Paul McBeth is the editor of The Bottom Line and Curious News, and previously worked at BusinessDesk for 15 years. He’s owned units of the Smart S&P/NZX 50 exchange traded fund since January 2024 and shares of Mainfreight since July 2025.

New Zealand just can’t quite seem to catch a break at the moment.

Fresh from one of the best earnings seasons we’ve seen on the NZX in years, the world was turned on its head by Trump 2.0 embarking on another weekend incursion, this time the assassination of Iran’s supreme leader Ayatollah Ali Khamenei and the upending of oil markets as the Middle East descended into chaos.

To be fair, the strikes were fairly well signalled with the expanding US military presence in the Gulf over recent weeks and the incessant sabre-rattling from President Donald Trump over the Islamic Republic’s nuclear ambitions.

But there’s still something quite shocking when the bombs start raining down and a region becomes embroiled in a real-world game of Risk.

From New Zealand, the Middle East seems so far away.
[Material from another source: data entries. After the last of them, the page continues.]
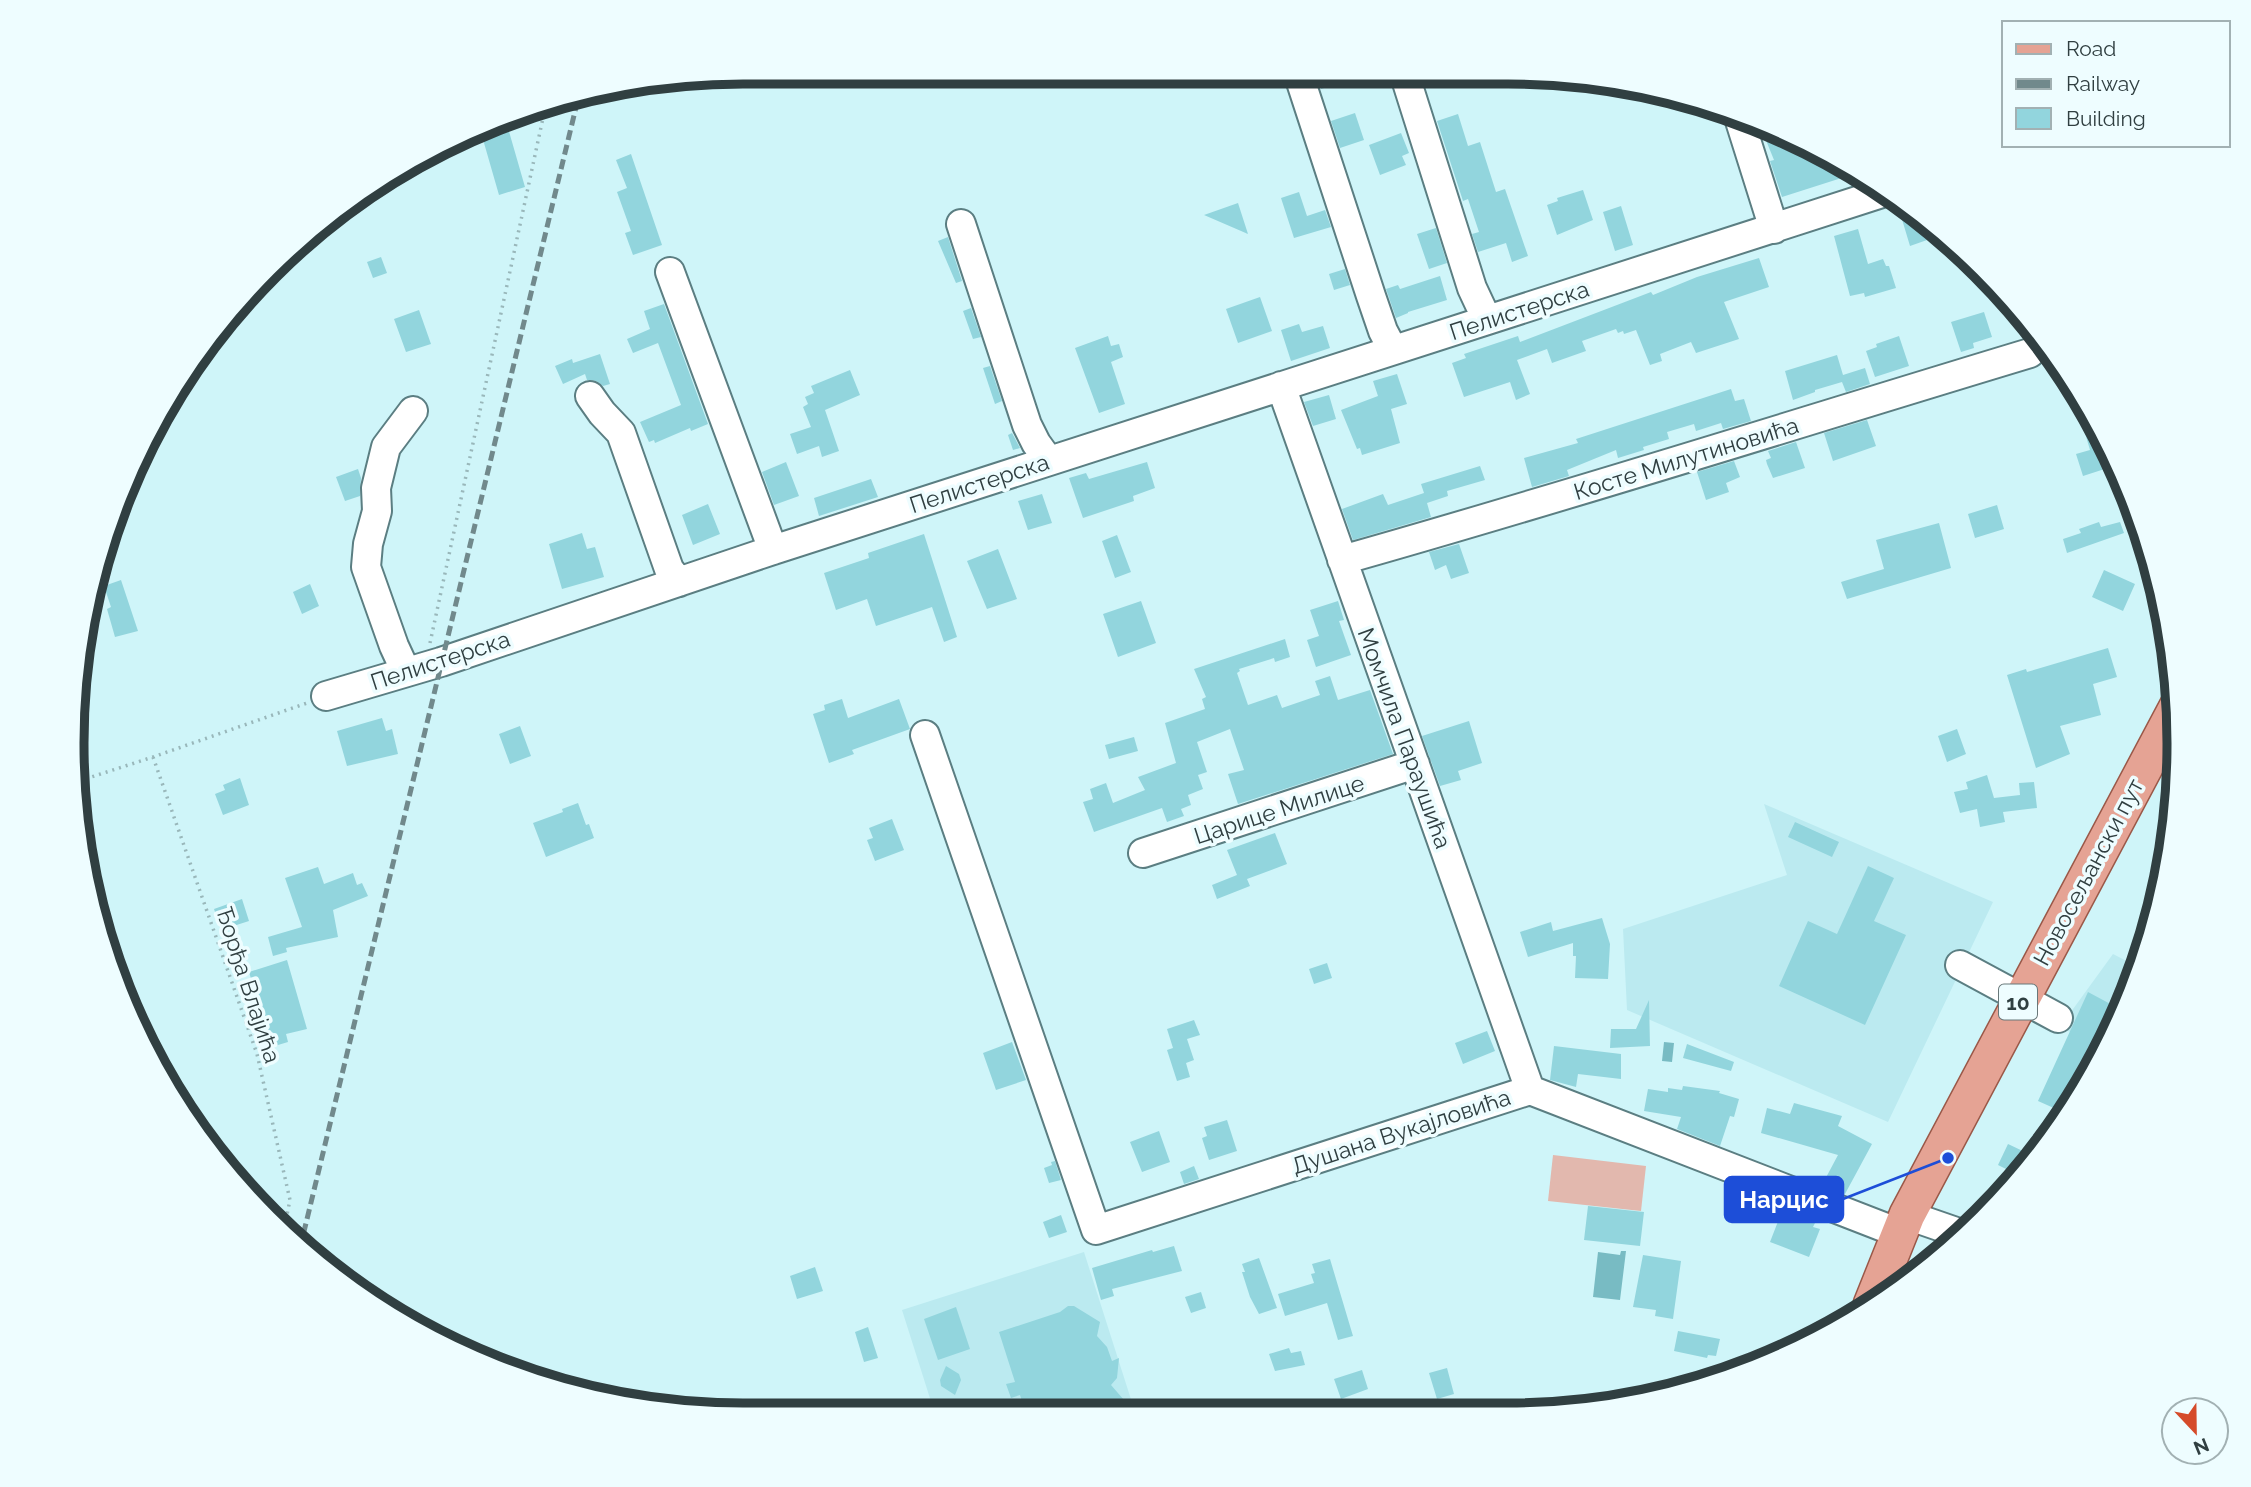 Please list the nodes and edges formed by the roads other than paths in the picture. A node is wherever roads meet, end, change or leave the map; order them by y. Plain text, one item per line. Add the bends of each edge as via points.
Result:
1 (1302, 84) edge
2 (1408, 84) edge
3 (1742, 127) edge
4 (1875, 195) edge
5 (961, 224) dead end
6 (1774, 229) junction
7 (670, 272) dead end
8 (1487, 320) junction
9 (1394, 350) junction
10 (2030, 353) dead end
11 (1280, 386) junction
12 (590, 396) dead end
13 (413, 411) dead end
14 (1049, 461) junction
15 (773, 550) junction
16 (1342, 560) junction
17 (679, 582) junction
18 (415, 669) junction
19 (326, 696) road end
20 (2167, 726) edge
21 (925, 735) dead end
22 (1415, 764) junction
23 (1143, 853) dead end
24 (1960, 965) dead end
25 (2020, 999) junction
26 (2059, 1018) dead end
27 (1530, 1090) junction
28 (1903, 1224) junction
29 (1950, 1232) edge
30 (1877, 1290) edge

1 - 9 street via 1383,331
2 - 8 street via 1472,288
3 - 6 street
4 - 6 street, Пелистерска
5 - 14 street via 1027,425
6 - 8 street, Пелистерска
7 - 15 street
8 - 9 street, Пелистерска
9 - 11 street, Пелистерска
10 - 16 street, Косте Милутиновића
11 - 14 street, Пелистерска
11 - 16 street, Момчила Параушића
12 - 17 street via 621,433 669,569
13 - 18 street via 386,447 366,568 394,646
14 - 15 street, Пелистерска
15 - 17 street, Пелистерска
16 - 22 street, Момчила Параушића
17 - 18 street, Пелистерска
18 - 19 street, Пелистерска
20 - 25 main road, Новосељански пут / 10
21 - 27 street, Душана Вукајловића via 1096,1230
22 - 23 street, Царице Милице
22 - 27 street, Момчила Параушића
24 - 25 street
25 - 26 street
25 - 28 main road, Новосељански пут / 10
27 - 28 street, Душана Вукајловића
28 - 29 street, Душана Вукајловића
28 - 30 main road, Новосељански пут / 10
Which is fair enough given the 15,000 kilometres or so separating us from Iran.

A plague I call a heartbeat

But the beating heart of the world’s energy production – roughly a third of the oil that still underpins modern society – comes from that part of the world. To put it in cow terms, New Zealand produces 3% of the world’s total raw milk, albeit we account for more than a third of global exports given most nations consume their own white stuff.

Going back to the Middle East conflict, the ripples came quickly with stock markets struggling to find solid ground, whipping around all week on the latest headlines, while bond markets started to groan as surging oil prices raised the prospect of the inflation dragon waking up.

Things aren’t so bad quite yet, even though we’ve seen Brent crude oil prices jump above US$90 a barrel for the first time since Russia invaded Ukraine and local headlines focusing on high-octane 95 crossing the $3 a litre mark – those Ford Rangers are hungry beasts.

The timing for the national carrier wasn’t great.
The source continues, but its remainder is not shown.